An online poll by Nanfang Zhoumo, a progressive magazine, shows that two-thirds of the 6,775 respondents oppose this practice, while a little over one-fifth support it. In the same poll, of the 3,253 people who responded, more than one fifth reported that they had been asked for their National Residential IDs by the police in public places.
The law enforcement in China, as most government agencies, used to have unquestionable authority. This is common in a society under authoritarian rule. but in China, obeying authorities is also expected in the culture dominated by Confucian teaching for centuries.
This is no longer true nowadays. Many Chinese are not afraid to publicly express their opinions or even challenge public policies and the practices of the law enforcement and government agencies. The legality of Guangzhou police force’s stops-and-frisks practice, for instance, has been challenged by the public online as, if not illegal, at least inappropriate.

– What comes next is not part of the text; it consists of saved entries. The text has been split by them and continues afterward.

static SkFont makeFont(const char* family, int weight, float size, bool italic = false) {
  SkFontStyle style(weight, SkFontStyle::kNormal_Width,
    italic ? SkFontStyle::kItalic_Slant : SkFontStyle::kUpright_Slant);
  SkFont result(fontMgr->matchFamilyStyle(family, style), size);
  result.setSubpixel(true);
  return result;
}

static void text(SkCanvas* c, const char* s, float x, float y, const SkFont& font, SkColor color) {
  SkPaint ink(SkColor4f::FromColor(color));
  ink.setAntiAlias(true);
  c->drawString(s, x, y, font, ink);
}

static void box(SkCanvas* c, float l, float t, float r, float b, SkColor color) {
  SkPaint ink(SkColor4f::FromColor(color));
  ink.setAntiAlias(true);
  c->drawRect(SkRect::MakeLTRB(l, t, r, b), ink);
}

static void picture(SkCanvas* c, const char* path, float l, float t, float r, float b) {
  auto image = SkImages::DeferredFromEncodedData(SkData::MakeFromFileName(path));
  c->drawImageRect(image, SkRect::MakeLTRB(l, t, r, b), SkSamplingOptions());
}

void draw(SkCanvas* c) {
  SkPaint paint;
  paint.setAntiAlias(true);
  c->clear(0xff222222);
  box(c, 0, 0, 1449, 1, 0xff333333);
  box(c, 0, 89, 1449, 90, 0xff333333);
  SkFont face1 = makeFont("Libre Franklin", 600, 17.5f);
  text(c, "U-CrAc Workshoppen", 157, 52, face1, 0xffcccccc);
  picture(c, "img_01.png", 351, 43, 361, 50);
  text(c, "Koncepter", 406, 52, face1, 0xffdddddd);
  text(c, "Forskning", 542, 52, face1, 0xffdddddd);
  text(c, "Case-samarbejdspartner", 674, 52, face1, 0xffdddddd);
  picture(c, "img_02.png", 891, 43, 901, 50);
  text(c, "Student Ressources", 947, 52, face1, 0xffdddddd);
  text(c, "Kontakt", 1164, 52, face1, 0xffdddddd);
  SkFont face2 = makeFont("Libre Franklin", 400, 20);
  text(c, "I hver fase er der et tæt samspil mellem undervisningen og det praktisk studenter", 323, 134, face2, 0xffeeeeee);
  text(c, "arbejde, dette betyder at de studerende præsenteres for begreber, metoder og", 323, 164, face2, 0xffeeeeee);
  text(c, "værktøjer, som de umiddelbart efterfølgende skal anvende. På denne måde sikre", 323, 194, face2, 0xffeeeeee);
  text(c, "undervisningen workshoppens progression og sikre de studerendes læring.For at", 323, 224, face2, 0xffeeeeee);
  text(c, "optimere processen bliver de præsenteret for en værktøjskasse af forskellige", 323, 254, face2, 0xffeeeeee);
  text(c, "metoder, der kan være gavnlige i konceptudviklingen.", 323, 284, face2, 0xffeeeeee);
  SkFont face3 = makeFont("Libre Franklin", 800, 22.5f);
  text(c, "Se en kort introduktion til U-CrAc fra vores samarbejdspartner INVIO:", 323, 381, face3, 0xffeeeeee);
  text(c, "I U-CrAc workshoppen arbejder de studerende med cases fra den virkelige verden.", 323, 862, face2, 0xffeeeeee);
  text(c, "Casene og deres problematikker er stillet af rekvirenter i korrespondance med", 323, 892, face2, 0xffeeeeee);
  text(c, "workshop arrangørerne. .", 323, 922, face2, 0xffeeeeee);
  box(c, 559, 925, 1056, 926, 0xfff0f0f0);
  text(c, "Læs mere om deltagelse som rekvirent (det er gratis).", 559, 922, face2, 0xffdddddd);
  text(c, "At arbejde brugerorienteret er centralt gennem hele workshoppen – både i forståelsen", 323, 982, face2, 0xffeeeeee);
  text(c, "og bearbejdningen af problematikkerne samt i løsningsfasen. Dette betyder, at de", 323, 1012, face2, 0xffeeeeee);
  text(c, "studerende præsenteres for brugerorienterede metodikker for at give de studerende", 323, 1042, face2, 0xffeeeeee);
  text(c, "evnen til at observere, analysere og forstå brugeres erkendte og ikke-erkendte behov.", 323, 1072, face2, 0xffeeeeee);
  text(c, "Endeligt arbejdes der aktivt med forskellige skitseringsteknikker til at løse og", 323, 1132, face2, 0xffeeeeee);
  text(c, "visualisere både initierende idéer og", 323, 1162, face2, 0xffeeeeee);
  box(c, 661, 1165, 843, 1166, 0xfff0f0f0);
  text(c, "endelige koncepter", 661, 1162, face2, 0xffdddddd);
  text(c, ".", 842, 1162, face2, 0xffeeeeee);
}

“Without a complete legal system in place to restrict (the police’s) power, citizens’ rights can be infringed,” as a reader of Nanfang Zhoumo points out. “Why should citizens sacrifice their rights for public security?” s/he asks, adding “is this evidence that the law enforcement is ineffective or an excuse of expanding their power?” A reader agrees with her/him, insisting that “there has to be an effective legal system to guard against the abuse of power.”

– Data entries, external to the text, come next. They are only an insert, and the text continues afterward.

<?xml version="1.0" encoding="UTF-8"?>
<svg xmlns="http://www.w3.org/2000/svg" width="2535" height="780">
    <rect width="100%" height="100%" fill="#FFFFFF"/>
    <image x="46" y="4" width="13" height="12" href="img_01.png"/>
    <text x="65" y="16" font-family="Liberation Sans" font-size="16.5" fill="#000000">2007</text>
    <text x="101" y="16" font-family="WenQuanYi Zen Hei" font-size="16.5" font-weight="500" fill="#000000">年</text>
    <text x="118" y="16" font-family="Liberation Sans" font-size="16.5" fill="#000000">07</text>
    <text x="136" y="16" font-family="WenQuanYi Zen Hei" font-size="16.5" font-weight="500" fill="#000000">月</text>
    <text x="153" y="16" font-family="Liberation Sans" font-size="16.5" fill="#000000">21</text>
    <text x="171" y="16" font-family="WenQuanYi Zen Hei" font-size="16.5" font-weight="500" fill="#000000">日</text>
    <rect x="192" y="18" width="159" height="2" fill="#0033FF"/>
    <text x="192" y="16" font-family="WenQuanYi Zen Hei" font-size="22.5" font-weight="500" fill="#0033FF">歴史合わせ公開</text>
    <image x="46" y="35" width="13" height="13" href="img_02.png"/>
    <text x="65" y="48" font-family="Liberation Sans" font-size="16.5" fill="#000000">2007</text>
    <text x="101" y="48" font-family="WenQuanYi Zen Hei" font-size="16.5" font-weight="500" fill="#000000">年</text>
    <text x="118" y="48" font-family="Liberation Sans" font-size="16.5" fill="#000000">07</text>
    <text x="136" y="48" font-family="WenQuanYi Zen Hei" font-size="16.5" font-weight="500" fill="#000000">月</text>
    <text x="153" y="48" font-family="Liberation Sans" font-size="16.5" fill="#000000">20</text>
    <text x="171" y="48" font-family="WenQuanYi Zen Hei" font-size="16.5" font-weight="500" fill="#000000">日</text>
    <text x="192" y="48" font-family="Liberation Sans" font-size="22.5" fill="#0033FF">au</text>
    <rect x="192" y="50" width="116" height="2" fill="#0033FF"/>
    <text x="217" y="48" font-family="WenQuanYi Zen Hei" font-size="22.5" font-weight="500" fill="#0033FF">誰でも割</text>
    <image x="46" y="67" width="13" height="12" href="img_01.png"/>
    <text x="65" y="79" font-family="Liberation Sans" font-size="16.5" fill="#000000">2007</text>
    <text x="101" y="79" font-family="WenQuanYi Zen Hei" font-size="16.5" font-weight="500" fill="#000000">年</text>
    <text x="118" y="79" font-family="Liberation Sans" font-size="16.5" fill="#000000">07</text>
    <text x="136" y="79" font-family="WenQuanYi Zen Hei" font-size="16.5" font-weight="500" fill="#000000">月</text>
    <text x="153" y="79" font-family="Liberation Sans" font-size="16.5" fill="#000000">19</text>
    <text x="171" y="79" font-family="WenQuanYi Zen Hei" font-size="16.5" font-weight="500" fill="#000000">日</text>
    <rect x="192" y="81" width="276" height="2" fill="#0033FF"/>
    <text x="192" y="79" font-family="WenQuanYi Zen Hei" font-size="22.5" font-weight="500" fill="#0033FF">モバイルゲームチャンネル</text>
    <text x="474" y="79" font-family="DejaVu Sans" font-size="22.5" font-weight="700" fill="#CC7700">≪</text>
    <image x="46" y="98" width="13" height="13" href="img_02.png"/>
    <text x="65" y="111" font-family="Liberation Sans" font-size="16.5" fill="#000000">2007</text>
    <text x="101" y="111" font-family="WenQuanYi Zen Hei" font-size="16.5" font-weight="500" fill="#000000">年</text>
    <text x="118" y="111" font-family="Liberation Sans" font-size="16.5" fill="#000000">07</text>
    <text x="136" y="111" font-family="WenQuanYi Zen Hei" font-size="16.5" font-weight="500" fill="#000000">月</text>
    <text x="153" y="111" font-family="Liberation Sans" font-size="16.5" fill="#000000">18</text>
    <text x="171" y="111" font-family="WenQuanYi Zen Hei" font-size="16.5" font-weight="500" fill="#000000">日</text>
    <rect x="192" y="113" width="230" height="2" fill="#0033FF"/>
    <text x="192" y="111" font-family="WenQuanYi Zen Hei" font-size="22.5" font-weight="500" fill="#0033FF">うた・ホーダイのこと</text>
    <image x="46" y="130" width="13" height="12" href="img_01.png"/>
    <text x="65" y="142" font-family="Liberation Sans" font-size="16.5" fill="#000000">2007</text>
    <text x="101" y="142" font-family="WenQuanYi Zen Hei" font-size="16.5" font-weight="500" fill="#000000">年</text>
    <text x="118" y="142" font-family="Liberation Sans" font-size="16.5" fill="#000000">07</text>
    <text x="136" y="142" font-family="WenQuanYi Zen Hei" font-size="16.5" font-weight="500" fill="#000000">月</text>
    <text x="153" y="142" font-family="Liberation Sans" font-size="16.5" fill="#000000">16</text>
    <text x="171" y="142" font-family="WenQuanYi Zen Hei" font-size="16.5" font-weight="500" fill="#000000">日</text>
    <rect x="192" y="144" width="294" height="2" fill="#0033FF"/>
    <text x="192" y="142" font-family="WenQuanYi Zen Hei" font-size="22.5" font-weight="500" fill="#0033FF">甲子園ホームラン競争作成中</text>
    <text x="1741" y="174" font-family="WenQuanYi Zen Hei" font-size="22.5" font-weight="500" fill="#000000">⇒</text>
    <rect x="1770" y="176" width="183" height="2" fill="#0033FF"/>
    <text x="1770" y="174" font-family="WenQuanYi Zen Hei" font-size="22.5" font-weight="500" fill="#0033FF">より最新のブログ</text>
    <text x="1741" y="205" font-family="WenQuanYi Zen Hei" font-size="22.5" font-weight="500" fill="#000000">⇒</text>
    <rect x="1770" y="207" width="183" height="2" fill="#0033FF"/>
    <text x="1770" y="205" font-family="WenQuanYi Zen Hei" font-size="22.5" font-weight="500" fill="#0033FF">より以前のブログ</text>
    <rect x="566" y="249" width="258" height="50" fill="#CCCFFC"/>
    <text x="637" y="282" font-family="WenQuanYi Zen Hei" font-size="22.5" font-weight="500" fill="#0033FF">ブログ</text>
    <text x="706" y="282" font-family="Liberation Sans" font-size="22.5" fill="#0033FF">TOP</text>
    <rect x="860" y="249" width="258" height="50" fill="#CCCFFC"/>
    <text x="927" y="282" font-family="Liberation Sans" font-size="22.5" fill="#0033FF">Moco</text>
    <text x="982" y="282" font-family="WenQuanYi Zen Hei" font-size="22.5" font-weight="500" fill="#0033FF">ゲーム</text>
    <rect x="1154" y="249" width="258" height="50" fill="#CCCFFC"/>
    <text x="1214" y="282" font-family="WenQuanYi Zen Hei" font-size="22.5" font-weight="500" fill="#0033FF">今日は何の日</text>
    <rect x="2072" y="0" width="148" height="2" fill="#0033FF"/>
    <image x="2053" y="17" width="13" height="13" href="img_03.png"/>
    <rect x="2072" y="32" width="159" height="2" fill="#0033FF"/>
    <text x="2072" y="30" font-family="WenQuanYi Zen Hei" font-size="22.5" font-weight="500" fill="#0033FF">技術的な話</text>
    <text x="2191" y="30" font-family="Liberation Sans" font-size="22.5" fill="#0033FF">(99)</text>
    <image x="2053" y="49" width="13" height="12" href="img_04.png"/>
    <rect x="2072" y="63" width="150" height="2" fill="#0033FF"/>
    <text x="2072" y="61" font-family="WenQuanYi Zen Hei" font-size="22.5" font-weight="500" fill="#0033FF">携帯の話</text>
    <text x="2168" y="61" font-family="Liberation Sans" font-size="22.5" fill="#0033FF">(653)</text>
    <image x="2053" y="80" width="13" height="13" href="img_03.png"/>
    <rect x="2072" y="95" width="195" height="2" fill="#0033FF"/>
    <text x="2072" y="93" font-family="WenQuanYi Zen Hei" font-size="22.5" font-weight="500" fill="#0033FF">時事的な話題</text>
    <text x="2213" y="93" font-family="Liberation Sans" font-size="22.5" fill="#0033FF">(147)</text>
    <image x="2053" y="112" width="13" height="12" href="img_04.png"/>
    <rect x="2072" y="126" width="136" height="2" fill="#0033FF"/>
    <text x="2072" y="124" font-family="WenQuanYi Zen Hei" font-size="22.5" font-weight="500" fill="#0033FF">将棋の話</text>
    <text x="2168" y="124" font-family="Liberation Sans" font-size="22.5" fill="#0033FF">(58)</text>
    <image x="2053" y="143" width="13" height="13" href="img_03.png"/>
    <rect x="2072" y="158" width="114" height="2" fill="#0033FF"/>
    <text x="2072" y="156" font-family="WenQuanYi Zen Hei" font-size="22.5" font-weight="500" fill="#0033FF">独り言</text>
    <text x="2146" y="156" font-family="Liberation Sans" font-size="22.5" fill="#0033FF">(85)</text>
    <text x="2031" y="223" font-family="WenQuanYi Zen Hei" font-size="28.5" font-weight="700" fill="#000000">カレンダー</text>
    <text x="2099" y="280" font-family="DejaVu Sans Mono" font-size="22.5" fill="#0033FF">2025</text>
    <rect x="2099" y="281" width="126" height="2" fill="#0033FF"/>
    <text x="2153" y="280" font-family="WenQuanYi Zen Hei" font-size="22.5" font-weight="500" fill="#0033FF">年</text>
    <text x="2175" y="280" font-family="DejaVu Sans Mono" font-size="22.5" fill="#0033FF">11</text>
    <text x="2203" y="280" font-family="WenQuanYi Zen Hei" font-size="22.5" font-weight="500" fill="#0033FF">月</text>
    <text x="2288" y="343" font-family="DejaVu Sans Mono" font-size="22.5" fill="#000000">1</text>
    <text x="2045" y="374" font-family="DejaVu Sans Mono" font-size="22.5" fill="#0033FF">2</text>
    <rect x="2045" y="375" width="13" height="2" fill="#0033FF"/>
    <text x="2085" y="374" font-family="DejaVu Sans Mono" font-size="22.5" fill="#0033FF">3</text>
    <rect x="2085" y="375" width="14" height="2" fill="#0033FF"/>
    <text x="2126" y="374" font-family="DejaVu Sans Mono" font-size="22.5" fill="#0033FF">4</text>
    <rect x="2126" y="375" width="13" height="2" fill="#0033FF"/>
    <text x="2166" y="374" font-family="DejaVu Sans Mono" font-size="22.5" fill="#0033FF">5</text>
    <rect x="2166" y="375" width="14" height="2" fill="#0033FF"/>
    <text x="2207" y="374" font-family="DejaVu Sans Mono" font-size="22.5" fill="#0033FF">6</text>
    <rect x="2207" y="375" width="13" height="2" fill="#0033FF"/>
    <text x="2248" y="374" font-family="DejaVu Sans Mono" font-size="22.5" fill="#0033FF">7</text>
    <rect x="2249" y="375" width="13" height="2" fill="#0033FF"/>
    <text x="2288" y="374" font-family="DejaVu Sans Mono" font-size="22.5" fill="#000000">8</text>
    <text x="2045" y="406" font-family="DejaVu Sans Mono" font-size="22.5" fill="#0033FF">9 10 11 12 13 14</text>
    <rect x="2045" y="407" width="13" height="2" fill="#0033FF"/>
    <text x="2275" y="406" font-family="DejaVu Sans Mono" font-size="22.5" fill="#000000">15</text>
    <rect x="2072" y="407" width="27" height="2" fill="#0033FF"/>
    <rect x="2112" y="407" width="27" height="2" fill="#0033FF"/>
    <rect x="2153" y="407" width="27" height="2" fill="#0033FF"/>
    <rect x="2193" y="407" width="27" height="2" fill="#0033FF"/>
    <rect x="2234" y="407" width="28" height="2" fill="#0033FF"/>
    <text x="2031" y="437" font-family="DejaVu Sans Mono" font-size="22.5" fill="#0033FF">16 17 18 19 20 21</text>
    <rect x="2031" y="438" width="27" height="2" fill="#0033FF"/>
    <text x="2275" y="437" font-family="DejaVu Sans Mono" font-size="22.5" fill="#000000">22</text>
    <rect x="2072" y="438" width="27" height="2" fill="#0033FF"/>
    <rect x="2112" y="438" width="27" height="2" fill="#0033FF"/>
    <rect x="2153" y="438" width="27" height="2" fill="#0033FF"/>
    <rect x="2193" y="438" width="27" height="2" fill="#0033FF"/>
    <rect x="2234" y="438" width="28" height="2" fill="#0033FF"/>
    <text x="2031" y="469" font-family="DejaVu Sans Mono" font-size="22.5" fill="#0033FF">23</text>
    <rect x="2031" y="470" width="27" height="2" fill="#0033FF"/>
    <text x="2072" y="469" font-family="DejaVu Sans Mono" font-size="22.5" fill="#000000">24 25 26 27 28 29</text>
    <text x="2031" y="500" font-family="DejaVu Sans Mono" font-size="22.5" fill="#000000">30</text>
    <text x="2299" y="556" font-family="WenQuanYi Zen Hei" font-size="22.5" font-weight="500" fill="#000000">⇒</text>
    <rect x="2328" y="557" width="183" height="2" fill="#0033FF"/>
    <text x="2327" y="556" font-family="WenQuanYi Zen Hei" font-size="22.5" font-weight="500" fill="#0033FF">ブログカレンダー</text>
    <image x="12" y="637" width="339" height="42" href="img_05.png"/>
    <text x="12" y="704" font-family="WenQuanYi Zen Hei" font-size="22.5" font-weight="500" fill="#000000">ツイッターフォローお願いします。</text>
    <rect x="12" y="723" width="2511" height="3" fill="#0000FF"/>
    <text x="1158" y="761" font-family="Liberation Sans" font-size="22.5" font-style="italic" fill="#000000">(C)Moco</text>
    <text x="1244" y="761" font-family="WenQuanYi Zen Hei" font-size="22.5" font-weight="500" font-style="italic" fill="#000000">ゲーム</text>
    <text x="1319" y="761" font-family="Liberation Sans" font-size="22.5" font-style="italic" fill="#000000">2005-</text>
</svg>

Of course, nobody is against public security. In fact, those who support stops and frisks make their point clear that citizens bear the responsibility to cooperate with the police force because their goal is to protect the public. However, many critics of stops and frisks point out that the ambiguity of the policy in terms of the specifics of “public security” and the lack of protocol undermine the claimed vague purpose of ensuring public security. Besides, the police have never explained clearly why it is necessary to start this practice now.

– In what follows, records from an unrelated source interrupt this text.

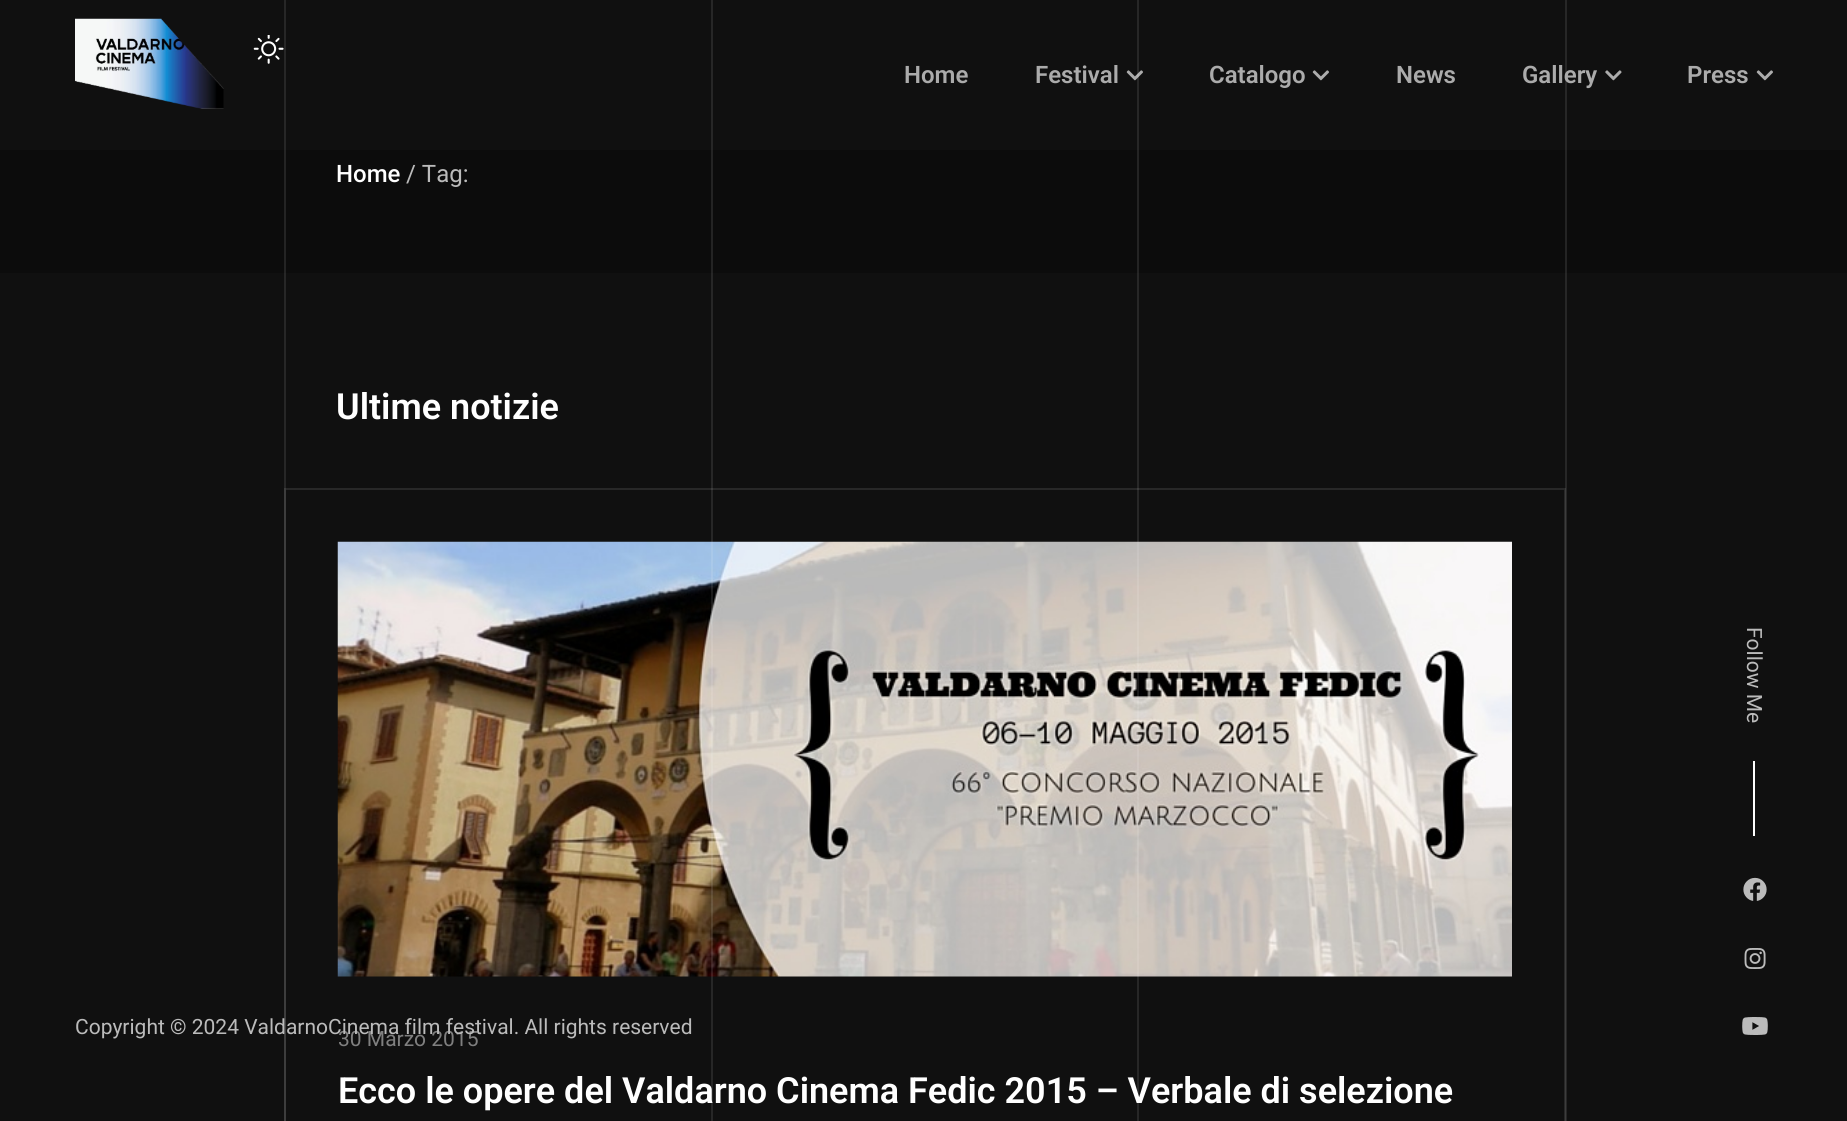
import math
import cairo

surface = cairo.ImageSurface(cairo.FORMAT_RGB24, 1847, 1121)
c = cairo.Context(surface)
options = cairo.FontOptions()
options.set_hint_metrics(cairo.HINT_METRICS_OFF)
options.set_hint_style(cairo.HINT_STYLE_NONE)
c.set_font_options(options)
c.set_miter_limit(4)
def C(code):
 c.set_source_rgb(*(v / 255 for v in bytes.fromhex(code[-6:])))
def F(family, size, italic, bold):
 c.select_font_face(family, cairo.FONT_SLANT_ITALIC if italic else cairo.FONT_SLANT_NORMAL, cairo.FONT_WEIGHT_BOLD if bold else cairo.FONT_WEIGHT_NORMAL)
 c.set_font_size(size)
def T(x, y, s):
 c.move_to(x, y)
 c.show_text(s)
def R(x, y, w, h):
 c.rectangle(x, y, w, h)
 c.fill()
def I(path, x, y, w, h):
 c.save()
 c.set_source_surface(cairo.ImageSurface.create_from_png(path), x, y)
 c.rectangle(x, y, w, h)
 c.fill()
 c.restore()
C('101010')
c.paint()
C('0c0c0c')
R(0,150,1847,123)
c.rectangle(285,489,1280,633)
C('282828')
c.stroke()
c.set_source_rgba(1,1,1,0.1)
R(284,0,2,1121)
I('5.png',337,541,1175,436)
R(711,0,2,1121)
I('3.png',1126,70,17,11)
R(1137,0,2,1121)
R(1565,0,2,1121)
I('1.png',75,18,149,91)
I('2.png',253,35,31,29)
F('Roboto SemiBold',24,0,0)
C('ababab')
T(904,83,'Home')
T(1035,83,'Festival')
T(1209,83,'Catalogo')
I('3.png',1312,70,17,11)
T(1396,83,'News')
T(1522,83,'Gallery')
I('4.png',1605,70,17,11)
T(1687,83,'Press')
I('3.png',1756,70,17,11)
F('Roboto Medium',24,0,0)
C('ffffff')
T(336,182,'Home')
F('Roboto',24,0,0)
C('bbbbbb')
T(406,182,'/ Tag:')
F('Roboto SemiBold',36,0,0)
C('ffffff')
T(336,419,'Ultime notizie')
F('Roboto',21,0,0)
C('7f7f7f')
T(338,1046,'30 Marzo 2015')
F('Roboto SemiBold',36,0,0)
C('ffffff')
T(338,1103,'Ecco le opere del Valdarno Cinema Fedic 2015 – Verbale di selezione')
F('Roboto',21,0,0)
C('bbbbbb')
c.save()
c.translate(1747,627)
c.rotate(90 * math.pi / 180)
T(0,0,'Follow Me')
c.restore()
C('ffffff')
R(1753,761,2,75)
I('6.png',1743,877,24,24)
I('7.png',1744,948,22,21)
I('8.png',1742,1017,26,18)
C('bbbbbb')
T(75,1034,'Copyright © 2024 ValdarnoCinema film festival. All rights reserved')
surface.write_to_png('o.png')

Indeed, although the Guangzhou police have repeatedly reassured the public that their officers would only stop those who look or act “suspiciously,” they have never specified what exactly constitutes looking and/or acting “suspiciously.” The police’s actions, it seems, are solely based on arbitrary judgment which can open up opportunities for abuse of power and discrimination.
“What is ‘looking and acting suspiciously’?” a reader asks, and then adds, “we see abuse of power quite frequently nowadays; he who has a mind to beat his dog will easily find his stick.”
“So somebody must be suspicious just because the police say so? Is this how citizens act as the masters (of the state)?” a reader also responds with suspicion.
Many people are also unhappy about the fact that police officers are not even required to show their credentials to stop or search somebody as long as they wear a uniform. “Even if citizens are willing to cooperate, the police officers must show their papers before they interrogate and search anybody,” a reader writes.
The unpopularity of the practice surely reflects the public’s cynicism in the law enforcement, whose enforcement of laws is often arbitrary. Many Chinese nowadays simply do not trust the police force to be fair and just. “I don’t like this practice; if you offend an officer personally, you’ll be in big trouble,” a reader writes. Relating to his/her personal experience, a reader complains: “The police are like bosses; I’ve been stopped and I wasn’t happy!”
Perhaps the most worrisome implication of stops and frisks is that as part of the police routine, they may indicate the government’s tighter control of its people in the name of public security (although public security has always been used as a rationale for the violation of civil rights and political oppression in China). “That sounds like the secret service,” as a reader comments.
Despite the public complaints, the practice continues to be part of Guangzhou police’s daily routine. That’s basically how things are these days in China. People can rant almost however they want behind their computer screens, but making things to change in reality is still a very difficult task.
It could get worse. “Is this going to extend to the whole country? Scary!” worried, a reader asks. Well, s/he can rest assured to see stops and frisks in other Chinese cities under clearly stated policies or otherwise. Beijing police, for example, have been randomly checking people’s National Residential IDs for years. Those who do not have a Beijing Residential ID or a temporary residential permit to live in Beijing can be “deported” from the capital.
So, people in Guangzhou should feel fortunate, for as long as they have their Residential IDs ready, or if they can recite their ID numbers, addresses, and other personal information without a blink of an eye upon the police’s requests, they are completely free. In a police state, “everyone is a suspect,” to use a reader’s words, unless you can prove your innocence, which you surely can, can’t you?